L’extrême droitisation des sociétés européennes, l’idéologie sécuritaire, les discours et politiques racistes, l’invisibilisation de la violence libérale, la sur-condamnation de celle d’essence religieuse ou encore les grilles de lecture culturalistes sur le « choc des civilisations » sont autant d’éléments qui concourent à l’alignement français sur l’agenda guerrier israélien.

« Mots forts »

L’attaque meurtrière perpétrée par le Hamas le 7 octobre 2023 a fait l’objet de condamnations spectaculaires des grands médias et de la quasi-totalité de la classe politique. Si l’horreur du crime ne souffre aucune discussion, on peut s’interroger sur les mots choisis pour en rendre compte dans un contexte colonial sanglant où l’écrasante majorité des morts est palestinienne.

L’armée israélienne et les milices de colons n’ont en effet pas attendu le massacre de civils israéliens pour massacrer des civils palestiniens, dans des proportions autrement plus grandes compte tenu du déséquilibre des forces en présence. Mais ce n’est qu’après le 7 octobre 2023 que les mots massacres ou crimes de guerre ont été employés avec autant de force en France.

L’extrême droitisation des sociétés européennes, l’idéologie sécuritaire, les discours et politiques racistes, l’invisibilisation de la violence libérale, la sur-condamnation de celle d’essence religieuse ou encore les grilles de lecture culturalistes sur le « choc des civilisations » sont autant d’éléments qui concourent à l’alignement français sur l’agenda guerrier israélien

Ce choix délibéré de « mots forts » ne tient pas seulement à l’identification avec les Israéliens ou à la déshumanisation des vies non occidentales. L’attaque du Hamas a été analysée sous le prisme exclusif du terrorisme, ce qui permet de présenter la « contre-violence » de l’armée israélienne comme justifiée et de rendre invisibles la colonisation et les pertes palestiniennes.

La mise en images du terrorisme joue ici à plein. Une attaque terroriste survient en un endroit et à un moment précis. Cette unité de temps et de lieu tranche avec le caractère plus diffus de l’occupation. Le blocage régulier d’ambulances palestiniennes à des barrages israéliens a coûté la vie à quantité de femmes et d’enfants. Des crimes bien moins spectaculaires que des attentats.

Violence libérale

Les opérations anti-terroristes sont plus meurtrières que le mal qu’elles prétendent combattre. L’attention politique, médiatique et scientifique dans l’espace euro-atlantique se concentre pourtant sur le phénomène terroriste. Pour comprendre ce décalage, il faut se pencher sur les discours par lesquels s’énoncent les politiques anti-terroristes et la violence libérale en général.
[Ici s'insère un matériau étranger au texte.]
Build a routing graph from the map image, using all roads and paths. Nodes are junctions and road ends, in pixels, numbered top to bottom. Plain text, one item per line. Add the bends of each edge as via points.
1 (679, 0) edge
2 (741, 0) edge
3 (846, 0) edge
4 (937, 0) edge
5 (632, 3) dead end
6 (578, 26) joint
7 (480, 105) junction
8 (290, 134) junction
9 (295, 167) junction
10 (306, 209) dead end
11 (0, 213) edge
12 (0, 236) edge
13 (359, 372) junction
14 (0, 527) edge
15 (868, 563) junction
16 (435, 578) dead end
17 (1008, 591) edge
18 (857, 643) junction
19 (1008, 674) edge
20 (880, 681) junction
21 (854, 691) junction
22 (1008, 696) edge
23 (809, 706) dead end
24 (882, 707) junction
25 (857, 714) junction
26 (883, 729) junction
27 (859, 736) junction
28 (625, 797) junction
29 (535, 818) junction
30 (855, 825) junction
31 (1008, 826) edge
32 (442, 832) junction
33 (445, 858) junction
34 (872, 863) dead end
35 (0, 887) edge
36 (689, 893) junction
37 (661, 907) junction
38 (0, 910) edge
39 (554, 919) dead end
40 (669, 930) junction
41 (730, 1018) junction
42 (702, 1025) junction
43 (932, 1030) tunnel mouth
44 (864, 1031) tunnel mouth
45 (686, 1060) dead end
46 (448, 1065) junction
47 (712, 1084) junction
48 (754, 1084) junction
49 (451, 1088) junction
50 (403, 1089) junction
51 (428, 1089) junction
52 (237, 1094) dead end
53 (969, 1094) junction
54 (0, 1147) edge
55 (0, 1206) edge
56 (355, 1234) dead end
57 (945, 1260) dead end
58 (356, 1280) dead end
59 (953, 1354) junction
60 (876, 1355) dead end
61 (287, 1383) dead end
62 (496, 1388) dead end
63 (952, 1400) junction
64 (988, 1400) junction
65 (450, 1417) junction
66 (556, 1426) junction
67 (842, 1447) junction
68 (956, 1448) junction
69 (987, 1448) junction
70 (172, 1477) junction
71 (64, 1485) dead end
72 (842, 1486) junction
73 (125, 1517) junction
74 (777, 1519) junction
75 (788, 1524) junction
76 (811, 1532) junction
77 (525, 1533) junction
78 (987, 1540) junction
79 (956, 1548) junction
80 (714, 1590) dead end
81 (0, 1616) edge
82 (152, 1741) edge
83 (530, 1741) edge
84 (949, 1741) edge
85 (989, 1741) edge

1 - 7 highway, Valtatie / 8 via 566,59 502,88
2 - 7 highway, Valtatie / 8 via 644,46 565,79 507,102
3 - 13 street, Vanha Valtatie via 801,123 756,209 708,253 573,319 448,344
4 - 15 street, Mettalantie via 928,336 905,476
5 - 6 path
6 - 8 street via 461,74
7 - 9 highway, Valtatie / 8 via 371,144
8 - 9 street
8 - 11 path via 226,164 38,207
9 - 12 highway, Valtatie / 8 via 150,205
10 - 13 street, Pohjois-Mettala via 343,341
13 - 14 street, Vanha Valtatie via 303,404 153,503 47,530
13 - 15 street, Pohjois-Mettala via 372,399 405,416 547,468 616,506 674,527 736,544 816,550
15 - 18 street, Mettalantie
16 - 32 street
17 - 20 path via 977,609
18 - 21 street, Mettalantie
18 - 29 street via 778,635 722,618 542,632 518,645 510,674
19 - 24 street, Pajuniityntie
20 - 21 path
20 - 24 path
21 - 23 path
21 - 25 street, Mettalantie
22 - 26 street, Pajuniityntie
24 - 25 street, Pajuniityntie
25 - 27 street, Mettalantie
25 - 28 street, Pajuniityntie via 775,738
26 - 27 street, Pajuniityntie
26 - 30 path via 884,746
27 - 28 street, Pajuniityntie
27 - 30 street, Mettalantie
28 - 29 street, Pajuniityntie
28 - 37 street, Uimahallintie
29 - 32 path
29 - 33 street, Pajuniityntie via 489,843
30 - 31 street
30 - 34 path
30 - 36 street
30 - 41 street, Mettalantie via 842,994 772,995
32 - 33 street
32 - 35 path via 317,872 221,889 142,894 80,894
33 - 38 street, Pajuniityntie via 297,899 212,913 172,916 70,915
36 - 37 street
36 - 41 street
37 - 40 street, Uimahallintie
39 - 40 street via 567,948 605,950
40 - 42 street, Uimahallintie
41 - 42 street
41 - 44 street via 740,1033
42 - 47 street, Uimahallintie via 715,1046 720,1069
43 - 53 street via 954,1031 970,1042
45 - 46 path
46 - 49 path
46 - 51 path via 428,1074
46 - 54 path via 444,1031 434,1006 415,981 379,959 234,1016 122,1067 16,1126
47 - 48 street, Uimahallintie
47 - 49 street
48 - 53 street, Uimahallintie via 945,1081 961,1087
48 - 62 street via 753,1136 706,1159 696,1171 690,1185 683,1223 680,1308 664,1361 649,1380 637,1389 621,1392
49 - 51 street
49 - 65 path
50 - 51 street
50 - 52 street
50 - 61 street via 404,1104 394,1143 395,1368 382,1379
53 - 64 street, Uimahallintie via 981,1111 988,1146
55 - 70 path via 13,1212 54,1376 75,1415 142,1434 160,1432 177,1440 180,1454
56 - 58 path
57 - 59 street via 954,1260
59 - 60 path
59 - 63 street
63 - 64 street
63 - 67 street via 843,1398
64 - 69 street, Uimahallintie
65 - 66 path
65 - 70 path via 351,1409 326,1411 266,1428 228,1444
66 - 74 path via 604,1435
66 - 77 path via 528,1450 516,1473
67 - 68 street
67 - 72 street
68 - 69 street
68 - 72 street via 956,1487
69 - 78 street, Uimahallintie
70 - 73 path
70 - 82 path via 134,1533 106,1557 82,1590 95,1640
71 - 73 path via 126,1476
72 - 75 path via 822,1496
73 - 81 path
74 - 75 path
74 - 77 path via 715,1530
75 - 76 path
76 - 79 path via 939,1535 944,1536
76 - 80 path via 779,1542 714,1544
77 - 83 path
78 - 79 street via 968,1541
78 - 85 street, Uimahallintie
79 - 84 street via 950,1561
L’anti-terrorisme oppose un nous libéral à un autre terroriste érigé en ennemi de la liberté, de la démocratie, du progrès. Si elle n’est pas plus ou moins violente que d’autres traditions guerrières, la violence libérale présente en revanche une singularité analysée par Mathias Delori : « Elle se rend invisible ou presque, et ce même quand elle opère à ciel ouvert. »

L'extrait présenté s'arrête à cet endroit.